Like many combo forwards, Harris doesn’t have a natural defensive position, but Milwaukee has enough long and athletic players upfront to hide him on that side of the ball. At the same time, he can give them some much needed scoring ability in the front-court as well as a good nose for the basketball. The big question about his game is whether he can develop into a more consistent jump-shooter, but the fact the he is so young for his age (he turned 20 in July, making him younger than some players entering college) is encouraging.
Nikola Vucevic: Players with his size (6’11 260 with a 7’4 wingspan) and skill level tend to have long careers in the NBA. Vucevic is comfortable with the ball in his hands, moves decently for a big man and can step out and knock down a 15-foot jumper. He never got a consistent role in a Philadelphia team in a playoff race, but an Orlando team going nowhere fast will have nothing but time to develop his game.
He’s not a great athlete, so he’ll never be a defensive anchor, but his size could make him a decent individual defender in the post. To become a starting-caliber player, he’ll need to refine his offensive game and become more efficient in the half-court: he shot 45% from the field and 53% from the free-throw line as a rookie. If he does, he has the chance to be a Chris Kaman or even a Brad Miller type center.
Alec Burks: Few lottery picks have ever had a lower profile: Burks was a lightly-regarded three-star recruit out of high school, played two seasons on a Colorado team that just missed the NCAA Tournament and didn’t start a game in his rookie season in Utah. There are several holes in his game: as a rookie, he took less than 1 3-pointer a game and had a assist-to-turnover ratio barely over 1. However, he’s an athletic 6’6 195 slasher with a 6’10 wingspan who can create his own shot and get to the rim (37% of his shots were in the paint in 2012) fairly easily. There aren’t that many guards with that skill-set, even in the lottery.

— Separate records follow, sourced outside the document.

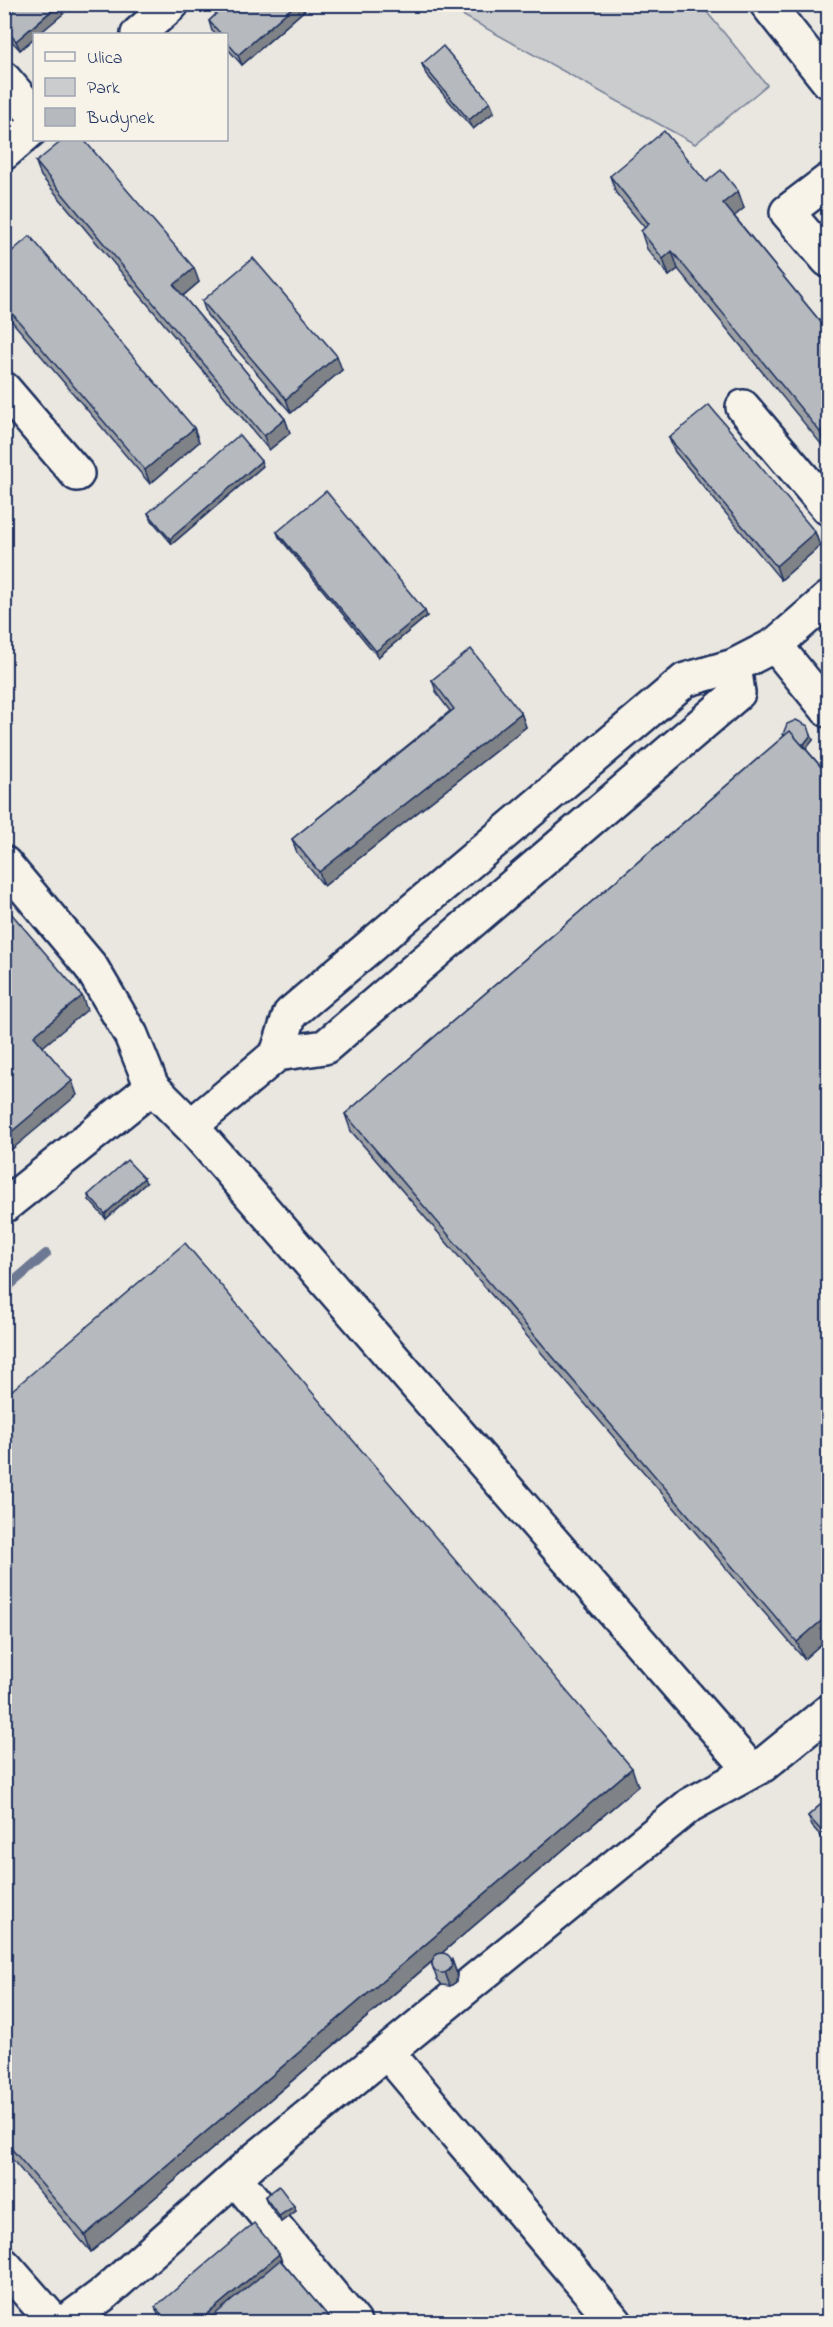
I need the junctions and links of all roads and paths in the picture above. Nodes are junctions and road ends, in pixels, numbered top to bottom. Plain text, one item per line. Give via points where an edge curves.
1 (172, 4) edge
2 (767, 4) edge
3 (139, 33) edge
4 (4, 80) edge
5 (828, 81) edge
6 (33, 113) edge
7 (33, 128) edge
8 (4, 153) edge
9 (828, 181) edge
10 (828, 260) edge
11 (4, 389) edge
12 (743, 407) dead end
13 (77, 474) dead end
14 (828, 508) edge
15 (828, 599) edge
16 (775, 645) junction
17 (734, 666) junction
18 (828, 710) edge
19 (4, 863) edge
20 (276, 1054) junction
21 (152, 1087) junction
22 (191, 1126) junction
23 (4, 1206) edge
24 (828, 1712) edge
25 (752, 1771) junction
26 (387, 2052) junction
27 (236, 2178) junction
28 (4, 2265) edge
29 (54, 2322) edge
30 (66, 2322) edge
31 (354, 2322) edge
32 (615, 2322) edge

1 - 3 street
2 - 5 street
4 - 6 street
7 - 8 street
9 - 10 street via 787,212
11 - 13 street
12 - 14 street
15 - 16 street
16 - 17 street
16 - 18 street
17 - 20 street via 685,680 290,1014
17 - 20 street via 738,693 326,1047
19 - 21 street via 91,967 131,1035
20 - 22 street
21 - 22 street
21 - 23 street
22 - 25 street
24 - 25 street
25 - 26 street via 690,1805
26 - 27 street
26 - 32 street
27 - 30 street via 105,2293
27 - 31 street
28 - 29 street

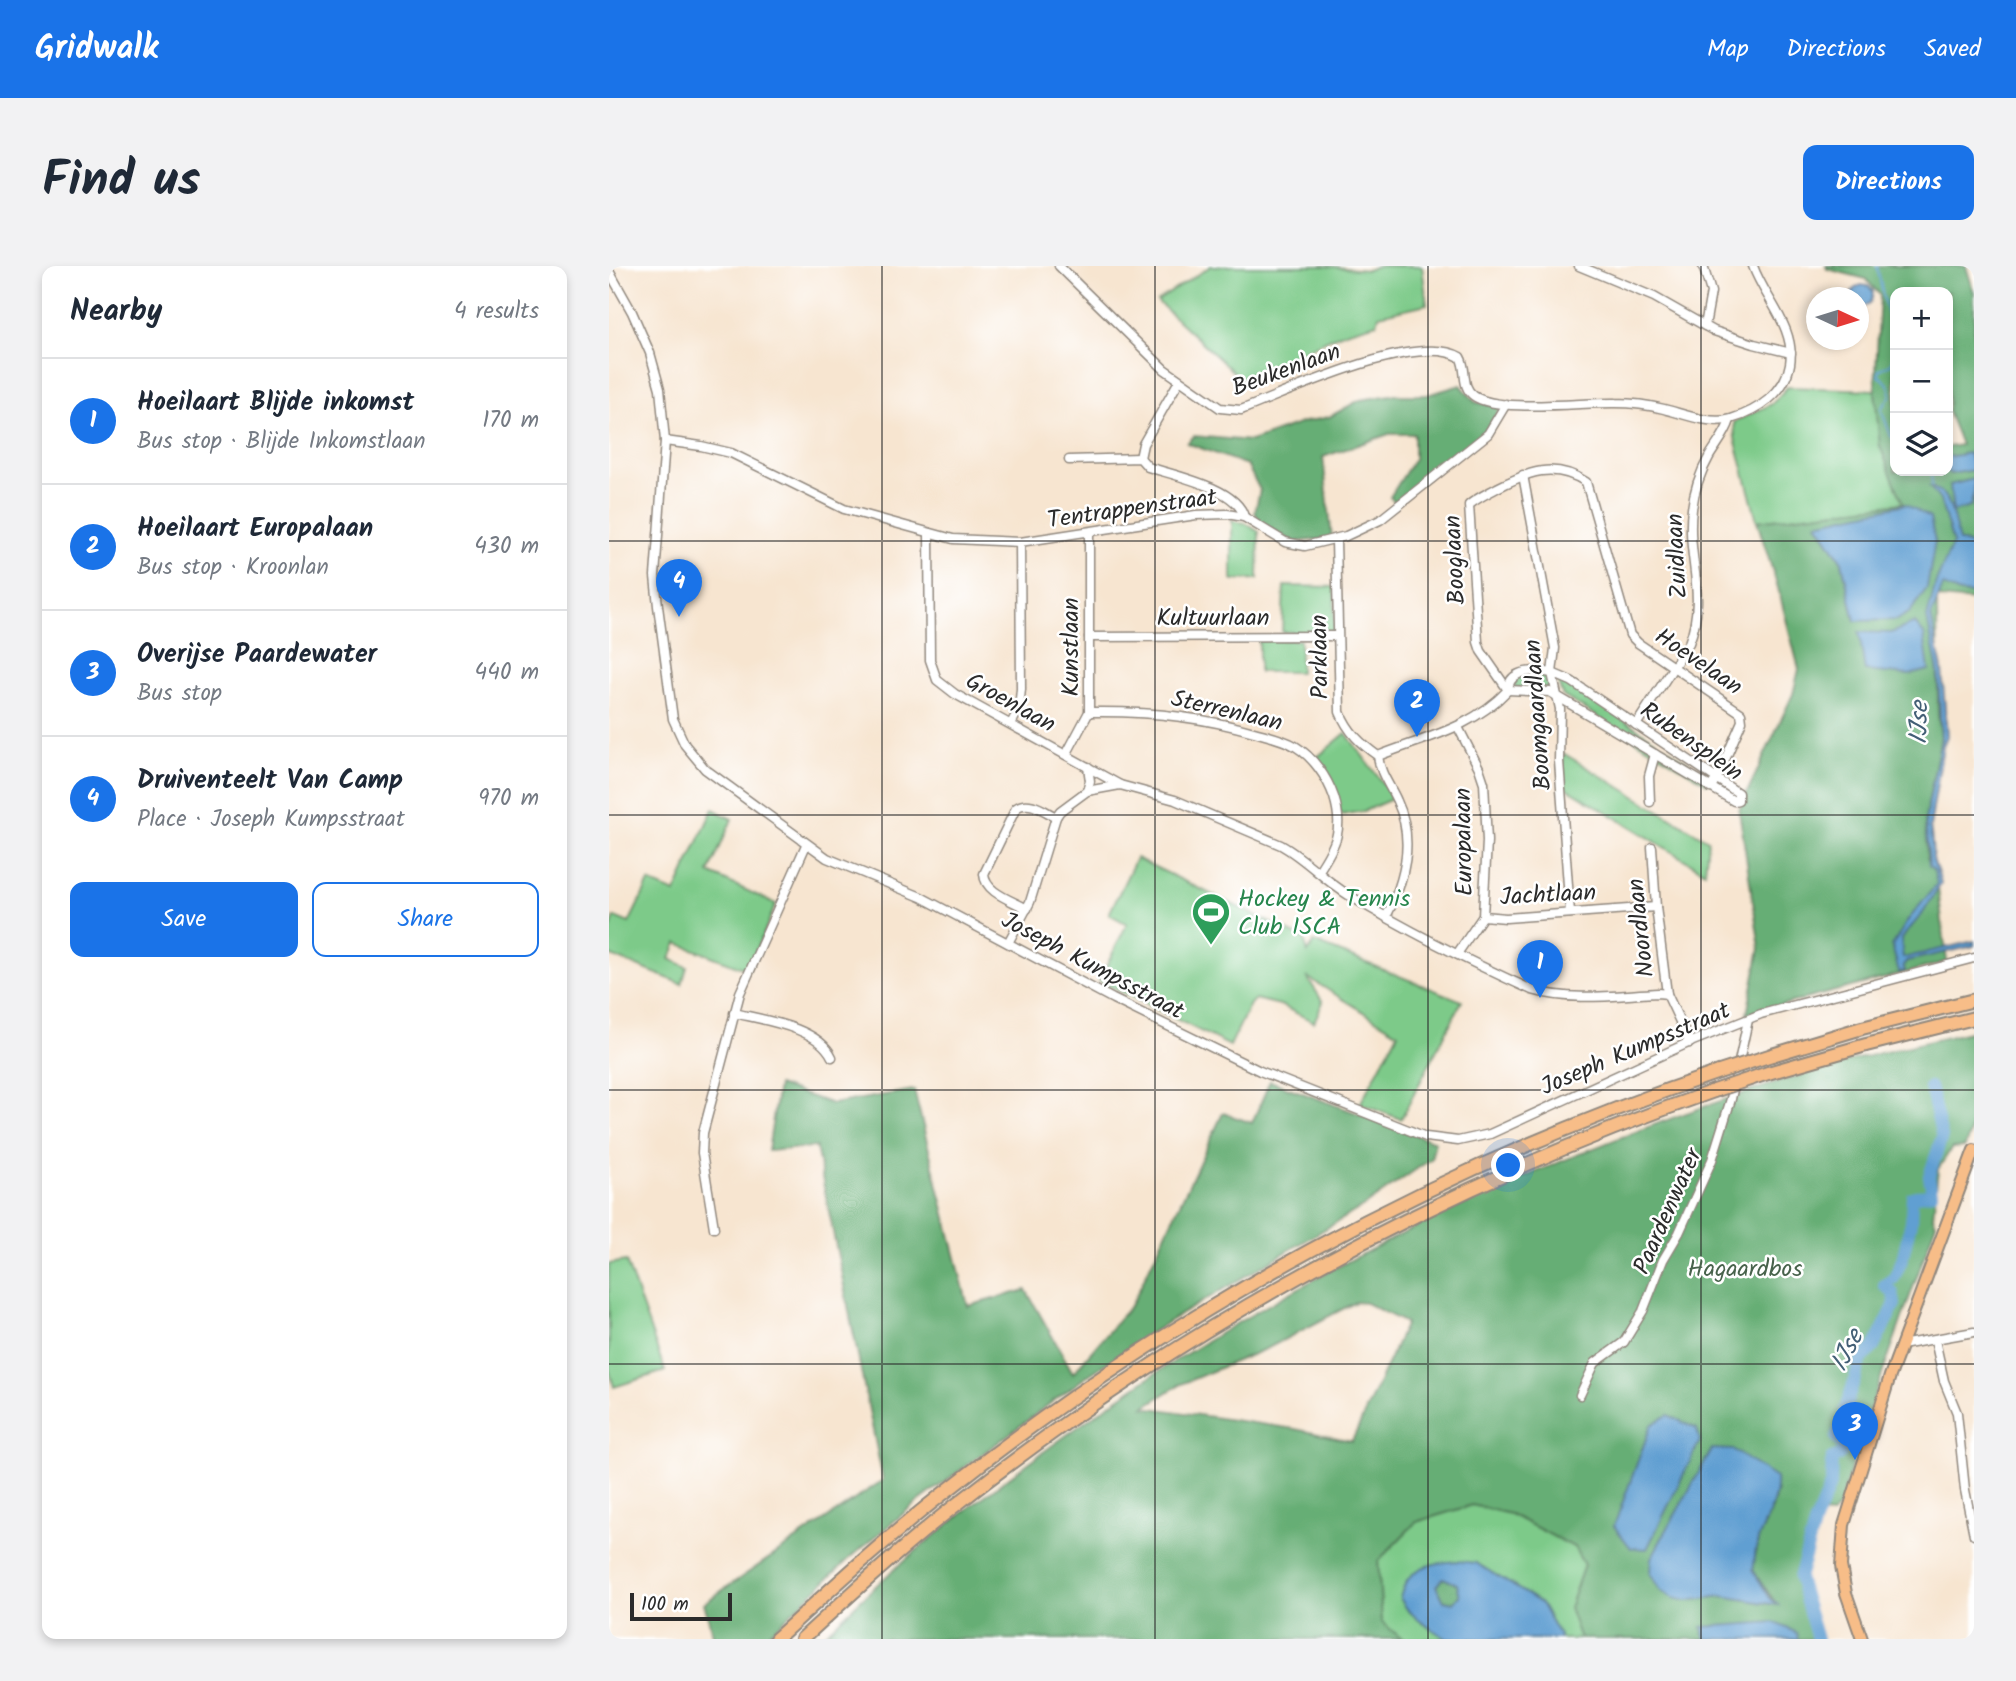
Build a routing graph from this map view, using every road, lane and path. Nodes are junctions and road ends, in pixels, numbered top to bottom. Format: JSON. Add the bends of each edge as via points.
{"nodes":[{"id":1,"x":1059,"y":266,"type":"edge"},
{"id":2,"x":1579,"y":266,"type":"edge"},
{"id":3,"x":1703,"y":266,"type":"edge"},
{"id":4,"x":1753,"y":266,"type":"edge"},
{"id":5,"x":609,"y":271,"type":"edge"},
{"id":6,"x":1705,"y":326,"type":"junction"},
{"id":7,"x":1791,"y":353,"type":"junction"},
{"id":8,"x":1179,"y":380,"type":"junction"},
{"id":9,"x":1506,"y":404,"type":"junction"},
{"id":10,"x":1730,"y":420,"type":"junction"},
{"id":11,"x":665,"y":441,"type":"junction"},
{"id":12,"x":1140,"y":458,"type":"junction"},
{"id":13,"x":1069,"y":460,"type":"dead end"},
{"id":14,"x":1523,"y":475,"type":"junction"},
{"id":15,"x":1586,"y":482,"type":"joint"},
{"id":16,"x":1244,"y":517,"type":"junction"},
{"id":17,"x":929,"y":533,"type":"junction"},
{"id":18,"x":1089,"y":533,"type":"junction"},
{"id":19,"x":1336,"y":540,"type":"junction"},
{"id":20,"x":1020,"y":542,"type":"junction"},
{"id":21,"x":1337,"y":636,"type":"junction"},
{"id":22,"x":1089,"y":637,"type":"junction"},
{"id":23,"x":1674,"y":667,"type":"junction"},
{"id":24,"x":1552,"y":673,"type":"junction"},
{"id":25,"x":1508,"y":690,"type":"junction"},
{"id":26,"x":1559,"y":697,"type":"junction"},
{"id":27,"x":1089,"y":712,"type":"junction"},
{"id":28,"x":1010,"y":724,"type":"junction"},
{"id":29,"x":1636,"y":725,"type":"junction"},
{"id":30,"x":1458,"y":727,"type":"junction"},
{"id":31,"x":1655,"y":754,"type":"junction"},
{"id":32,"x":1066,"y":755,"type":"junction"},
{"id":33,"x":1378,"y":756,"type":"junction"},
{"id":34,"x":1088,"y":767,"type":"junction"},
{"id":35,"x":1717,"y":778,"type":"junction"},
{"id":36,"x":1120,"y":785,"type":"junction"},
{"id":37,"x":1710,"y":788,"type":"junction"},
{"id":38,"x":1087,"y":791,"type":"junction"},
{"id":39,"x":1650,"y":802,"type":"dead end"},
{"id":40,"x":1056,"y":817,"type":"junction"},
{"id":41,"x":806,"y":845,"type":"junction"},
{"id":42,"x":1652,"y":846,"type":"dead end"},
{"id":43,"x":1318,"y":872,"type":"junction"},
{"id":44,"x":1656,"y":907,"type":"junction"},
{"id":45,"x":1027,"y":909,"type":"junction"},
{"id":46,"x":1570,"y":913,"type":"junction"},
{"id":47,"x":1386,"y":916,"type":"junction"},
{"id":48,"x":1483,"y":916,"type":"junction"},
{"id":49,"x":1008,"y":943,"type":"junction"},
{"id":50,"x":1457,"y":954,"type":"junction"},
{"id":51,"x":1974,"y":958,"type":"edge"},
{"id":52,"x":1667,"y":994,"type":"junction"},
{"id":53,"x":1972,"y":1001,"type":"edge"},
{"id":54,"x":733,"y":1013,"type":"junction"},
{"id":55,"x":1973,"y":1018,"type":"edge"},
{"id":56,"x":1748,"y":1020,"type":"junction"},
{"id":57,"x":1690,"y":1043,"type":"junction"},
{"id":58,"x":832,"y":1057,"type":"dead end"},
{"id":59,"x":1974,"y":1150,"type":"edge"},
{"id":60,"x":714,"y":1228,"type":"dead end"},
{"id":61,"x":1974,"y":1332,"type":"edge"},
{"id":62,"x":1935,"y":1340,"type":"junction"},
{"id":63,"x":1901,"y":1345,"type":"junction"},
{"id":64,"x":1580,"y":1395,"type":"dead end"},
{"id":65,"x":1974,"y":1535,"type":"edge"},
{"id":66,"x":776,"y":1639,"type":"edge"},
{"id":67,"x":802,"y":1639,"type":"edge"},
{"id":68,"x":1862,"y":1639,"type":"edge"}],
"edges":[{"from":1,"to":8,"type":"street","name":"Beukenlaan"},
{"from":2,"to":6,"type":"street","via":[[1654,297]]},
{"from":3,"to":6,"type":"street","via":[[1711,292]]},
{"from":4,"to":7,"type":"street","via":[[1782,322]]},
{"from":5,"to":11,"type":"street","name":"Joseph Kumpsstraat","via":[[650,353],[660,389]]},
{"from":6,"to":7,"type":"street"},
{"from":7,"to":10,"type":"street","via":[[1778,392]]},
{"from":8,"to":9,"type":"street","name":"Beukenlaan","via":[[1220,408],[1233,411],[1359,363],[1405,353],[1445,353],[1462,361],[1466,388],[1473,395]]},
{"from":8,"to":12,"type":"street","via":[[1143,444]]},
{"from":9,"to":10,"type":"street","via":[[1619,403]]},
{"from":9,"to":19,"type":"street","name":"Tentrappenstraat","via":[[1489,434],[1367,528]]},
{"from":10,"to":23,"type":"street","name":"Zuidlaan","via":[[1707,461],[1694,498],[1691,537],[1698,616]]},
{"from":11,"to":17,"type":"street","name":"Tentrappenstraat","via":[[731,453],[844,509]]},
{"from":11,"to":41,"type":"street","name":"Joseph Kumpsstraat","via":[[655,576],[673,719],[685,745],[705,769]]},
{"from":12,"to":13,"type":"street"},
{"from":12,"to":16,"type":"street","via":[[1148,467],[1225,494],[1238,503]]},
{"from":14,"to":15,"type":"street","name":"Booglaan","via":[[1559,471]]},
{"from":14,"to":24,"type":"street","name":"Boomgaardlaan","via":[[1555,648]]},
{"from":14,"to":25,"type":"street","name":"Booglaan","via":[[1474,501],[1468,511],[1478,642]]},
{"from":15,"to":23,"type":"street","name":"Hoevelaan","via":[[1630,635]]},
{"from":16,"to":18,"type":"street","name":"Tentrappenstraat","via":[[1212,513]]},
{"from":16,"to":19,"type":"street","name":"Tentrappenstraat","via":[[1296,546]]},
{"from":17,"to":20,"type":"street","name":"Tentrappenstraat","via":[[965,541]]},
{"from":17,"to":28,"type":"street","name":"Groenlaan","via":[[932,671],[945,688]]},
{"from":18,"to":20,"type":"street","name":"Tentrappenstraat"},
{"from":18,"to":22,"type":"street","name":"Kunstlaan"},
{"from":19,"to":21,"type":"street","name":"Parklaan"},
{"from":20,"to":28,"type":"street","via":[[1021,689],[1019,709]]},
{"from":21,"to":22,"type":"street","name":"Kultuurlaan"},
{"from":21,"to":33,"type":"street","name":"Parklaan","via":[[1340,712],[1362,745]]},
{"from":22,"to":27,"type":"street","name":"Kunstlaan"},
{"from":23,"to":29,"type":"street","name":"Zuidlaan"},
{"from":23,"to":35,"type":"street","name":"Hoevelaan","via":[[1741,713],[1742,721]]},
{"from":24,"to":25,"type":"street","name":"Rubensplein","via":[[1518,674]]},
{"from":24,"to":26,"type":"street","name":"Boomgaardlaan"},
{"from":24,"to":29,"type":"street","name":"Rubensplein"},
{"from":25,"to":26,"type":"street","name":"Rubensplein","via":[[1543,690]]},
{"from":25,"to":30,"type":"street","via":[[1492,707]]},
{"from":26,"to":31,"type":"street","name":"Rubensplein"},
{"from":26,"to":46,"type":"street","name":"Boomgaardlaan"},
{"from":27,"to":32,"type":"street","name":"Kunstlaan"},
{"from":27,"to":43,"type":"street","name":"Sterrenlaan","via":[[1187,717],[1296,747],[1325,776],[1337,809],[1337,839]]},
{"from":28,"to":32,"type":"street","name":"Groenlaan"},
{"from":29,"to":35,"type":"street","name":"Rubensplein"},
{"from":30,"to":33,"type":"street"},
{"from":30,"to":48,"type":"street","name":"Europalaan","via":[[1485,790]]},
{"from":31,"to":37,"type":"street","name":"Rubensplein"},
{"from":31,"to":39,"type":"street","via":[[1649,776]]},
{"from":32,"to":34,"type":"street","name":"Groenlaan"},
{"from":33,"to":47,"type":"street","name":"Parklaan","via":[[1406,835],[1401,886]]},
{"from":34,"to":36,"type":"street","name":"Groenlaan"},
{"from":34,"to":38,"type":"street"},
{"from":35,"to":37,"type":"street","name":"Hoevelaan"},
{"from":35,"to":37,"type":"street","name":"Rubensplein","via":[[1738,793],[1738,800]]},
{"from":36,"to":38,"type":"street"},
{"from":36,"to":43,"type":"street","via":[[1175,800],[1281,845]]},
{"from":38,"to":40,"type":"street"},
{"from":40,"to":45,"type":"street"},
{"from":40,"to":45,"type":"street","via":[[1028,804],[1016,808],[984,874],[991,889]]},
{"from":41,"to":49,"type":"street","name":"Joseph Kumpsstraat","via":[[922,897]]},
{"from":41,"to":54,"type":"street"},
{"from":42,"to":44,"type":"street","name":"Noordlaan"},
{"from":43,"to":47,"type":"street"},
{"from":44,"to":46,"type":"street","name":"Jachtlaan"},
{"from":44,"to":52,"type":"street","name":"Noordlaan"},
{"from":45,"to":49,"type":"street"},
{"from":46,"to":48,"type":"street","name":"Jachtlaan"},
{"from":47,"to":50,"type":"street"},
{"from":48,"to":50,"type":"street","name":"Europalaan"},
{"from":49,"to":57,"type":"street","name":"Joseph Kumpsstraat","via":[[1260,1071],[1440,1140],[1490,1134]]},
{"from":50,"to":52,"type":"street","via":[[1552,995]]},
{"from":51,"to":56,"type":"street","name":"Joseph Kumpsstraat"},
{"from":52,"to":57,"type":"street","name":"Noordlaan"},
{"from":53,"to":66,"type":"highway","bridge":true,"via":[[1772,1055],[1623,1106],[1500,1157],[1323,1243],[1104,1375],[1012,1441],[878,1546]]},
{"from":54,"to":58,"type":"street","via":[[815,1037]]},
{"from":54,"to":60,"type":"street","via":[[702,1143]]},
{"from":55,"to":67,"type":"highway","bridge":true,"via":[[1768,1073],[1590,1137],[1330,1259],[1095,1402],[891,1558]]},
{"from":56,"to":57,"type":"street","name":"Joseph Kumpsstraat"},
{"from":56,"to":64,"type":"street","name":"Paardenwater","via":[[1731,1099],[1708,1169],[1643,1311],[1624,1342],[1595,1363]]},
{"from":59,"to":63,"type":"main road"},
{"from":61,"to":62,"type":"street"},
{"from":62,"to":63,"type":"street"},
{"from":62,"to":65,"type":"street","via":[[1957,1413]]},
{"from":63,"to":68,"type":"main road","via":[[1847,1510],[1842,1540],[1846,1593]]}]}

Jimmy Butler: Butler isn’t great at any one part of the game, but he doesn’t have any glaring weaknesses either. In his final season at Marquette, he shot 49/35/78, was second in points, second in rebounds, fourth in assists, first in blocks and third in steals on a team that went to the Sweet 16. At 6’7 220, that should be enough for him to have a long NBA career, as he can be an effective player regardless of the type of lineup he’s in.
A No. 30 overall pick on a Bulls team contending for a title, he barely played as a rookie, but he’s impressed in Summer League and the pre-season. Buzz Williams’ system produces tough, hard-nosed players with the versatility and basketball IQ to play multiple positions (Wesley Matthews); Butler, once a lightly regarded junior college transfer, could be its next NBA success story. He’ll have every chance to earn a spot in Tom Thibodeau’s rotation on a Chicago team that desperately needs perimeter depth.
Jordan Hamilton: The polar opposite of Butler in many ways, Hamilton was a five-star prospect who came to Texas with a huge attitude and a one-dimensional game. After nearly driving Rick Barnes insane as a freshman, Hamilton developed into a more well-rounded player and put up better stats than Harrison Barnes did in his sophomore year at UNC: 18.6 points, 7.7 rebounds, 2.1 assists on 44/39/77 shooting. George Karl has never been comfortable playing rookies, but in his second season, the 6’7 220 Hamilton can give Denver some badly needed outside shooting on the perimeter.